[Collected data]
::::
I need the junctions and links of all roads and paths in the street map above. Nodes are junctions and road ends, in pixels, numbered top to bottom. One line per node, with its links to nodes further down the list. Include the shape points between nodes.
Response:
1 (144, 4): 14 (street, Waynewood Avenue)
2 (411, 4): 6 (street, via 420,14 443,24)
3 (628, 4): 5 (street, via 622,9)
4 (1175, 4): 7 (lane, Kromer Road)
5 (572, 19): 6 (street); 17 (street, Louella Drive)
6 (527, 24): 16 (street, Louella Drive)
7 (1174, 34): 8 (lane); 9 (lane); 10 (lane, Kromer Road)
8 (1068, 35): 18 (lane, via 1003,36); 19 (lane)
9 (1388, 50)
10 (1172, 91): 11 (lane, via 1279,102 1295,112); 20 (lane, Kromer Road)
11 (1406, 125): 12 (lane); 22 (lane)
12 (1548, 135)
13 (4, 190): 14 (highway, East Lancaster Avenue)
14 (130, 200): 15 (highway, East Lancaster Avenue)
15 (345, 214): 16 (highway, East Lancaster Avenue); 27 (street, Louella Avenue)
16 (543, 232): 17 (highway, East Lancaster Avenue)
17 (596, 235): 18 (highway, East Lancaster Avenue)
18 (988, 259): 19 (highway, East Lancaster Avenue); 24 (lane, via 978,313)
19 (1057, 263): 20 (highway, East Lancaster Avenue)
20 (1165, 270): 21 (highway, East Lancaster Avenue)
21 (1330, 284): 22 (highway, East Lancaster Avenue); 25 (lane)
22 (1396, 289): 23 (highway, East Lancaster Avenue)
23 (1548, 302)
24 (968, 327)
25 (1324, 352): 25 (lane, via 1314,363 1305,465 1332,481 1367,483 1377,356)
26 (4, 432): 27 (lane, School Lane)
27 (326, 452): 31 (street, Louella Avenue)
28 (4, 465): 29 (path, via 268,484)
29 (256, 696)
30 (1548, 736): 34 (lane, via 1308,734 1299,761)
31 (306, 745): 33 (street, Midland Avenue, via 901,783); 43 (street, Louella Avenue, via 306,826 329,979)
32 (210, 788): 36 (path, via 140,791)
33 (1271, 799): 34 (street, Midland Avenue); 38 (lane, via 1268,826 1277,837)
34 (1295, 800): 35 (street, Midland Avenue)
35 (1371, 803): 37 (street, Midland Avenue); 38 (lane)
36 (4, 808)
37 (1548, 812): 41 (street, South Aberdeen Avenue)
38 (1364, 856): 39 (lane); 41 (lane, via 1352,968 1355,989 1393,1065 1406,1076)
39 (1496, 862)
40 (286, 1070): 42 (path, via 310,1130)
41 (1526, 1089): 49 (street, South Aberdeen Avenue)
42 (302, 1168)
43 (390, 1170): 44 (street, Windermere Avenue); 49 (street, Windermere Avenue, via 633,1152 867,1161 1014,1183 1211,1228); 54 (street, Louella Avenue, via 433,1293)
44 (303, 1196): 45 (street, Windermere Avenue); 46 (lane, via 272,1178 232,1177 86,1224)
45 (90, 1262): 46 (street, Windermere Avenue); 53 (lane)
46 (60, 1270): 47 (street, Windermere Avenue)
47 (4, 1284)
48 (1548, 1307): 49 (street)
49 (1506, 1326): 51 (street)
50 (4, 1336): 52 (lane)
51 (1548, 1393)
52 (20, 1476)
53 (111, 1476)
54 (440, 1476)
::::
Please reproduce the records exactly, without leaving any out.

I need the junctions and links of all roads and paths in the street map above. Nodes are junctions and road ends, in pixels, numbered top to bottom. One line per node, with its links to nodes further down the list. Include the shape points between nodes.
Response:
1 (144, 4): 14 (street, Waynewood Avenue)
2 (411, 4): 6 (street, via 420,14 443,24)
3 (628, 4): 5 (street, via 622,9)
4 (1175, 4): 7 (lane, Kromer Road)
5 (572, 19): 6 (street); 17 (street, Louella Drive)
6 (527, 24): 16 (street, Louella Drive)
7 (1174, 34): 8 (lane); 9 (lane); 10 (lane, Kromer Road)
8 (1068, 35): 18 (lane, via 1003,36); 19 (lane)
9 (1388, 50)
10 (1172, 91): 11 (lane, via 1279,102 1295,112); 20 (lane, Kromer Road)
11 (1406, 125): 12 (lane); 22 (lane)
12 (1548, 135)
13 (4, 190): 14 (highway, East Lancaster Avenue)
14 (130, 200): 15 (highway, East Lancaster Avenue)
15 (345, 214): 16 (highway, East Lancaster Avenue); 27 (street, Louella Avenue)
16 (543, 232): 17 (highway, East Lancaster Avenue)
17 (596, 235): 18 (highway, East Lancaster Avenue)
18 (988, 259): 19 (highway, East Lancaster Avenue); 24 (lane, via 978,313)
19 (1057, 263): 20 (highway, East Lancaster Avenue)
20 (1165, 270): 21 (highway, East Lancaster Avenue)
21 (1330, 284): 22 (highway, East Lancaster Avenue); 25 (lane)
22 (1396, 289): 23 (highway, East Lancaster Avenue)
23 (1548, 302)
24 (968, 327)
25 (1324, 352): 25 (lane, via 1314,363 1305,465 1332,481 1367,483 1377,356)
26 (4, 432): 27 (lane, School Lane)
27 (326, 452): 31 (street, Louella Avenue)
28 (4, 465): 29 (path, via 268,484)
29 (256, 696)
30 (1548, 736): 34 (lane, via 1308,734 1299,761)
31 (306, 745): 33 (street, Midland Avenue, via 901,783); 43 (street, Louella Avenue, via 306,826 329,979)
32 (210, 788): 36 (path, via 140,791)
33 (1271, 799): 34 (street, Midland Avenue); 38 (lane, via 1268,826 1277,837)
34 (1295, 800): 35 (street, Midland Avenue)
35 (1371, 803): 37 (street, Midland Avenue); 38 (lane)
36 (4, 808)
37 (1548, 812): 41 (street, South Aberdeen Avenue)
38 (1364, 856): 39 (lane); 41 (lane, via 1352,968 1355,989 1393,1065 1406,1076)
39 (1496, 862)
40 (286, 1070): 42 (path, via 310,1130)
41 (1526, 1089): 49 (street, South Aberdeen Avenue)
42 (302, 1168)
43 (390, 1170): 44 (street, Windermere Avenue); 49 (street, Windermere Avenue, via 633,1152 867,1161 1014,1183 1211,1228); 54 (street, Louella Avenue, via 433,1293)
44 (303, 1196): 45 (street, Windermere Avenue); 46 (lane, via 272,1178 232,1177 86,1224)
45 (90, 1262): 46 (street, Windermere Avenue); 53 (lane)
46 (60, 1270): 47 (street, Windermere Avenue)
47 (4, 1284)
48 (1548, 1307): 49 (street)
49 (1506, 1326): 51 (street)
50 (4, 1336): 52 (lane)
51 (1548, 1393)
52 (20, 1476)
53 (111, 1476)
54 (440, 1476)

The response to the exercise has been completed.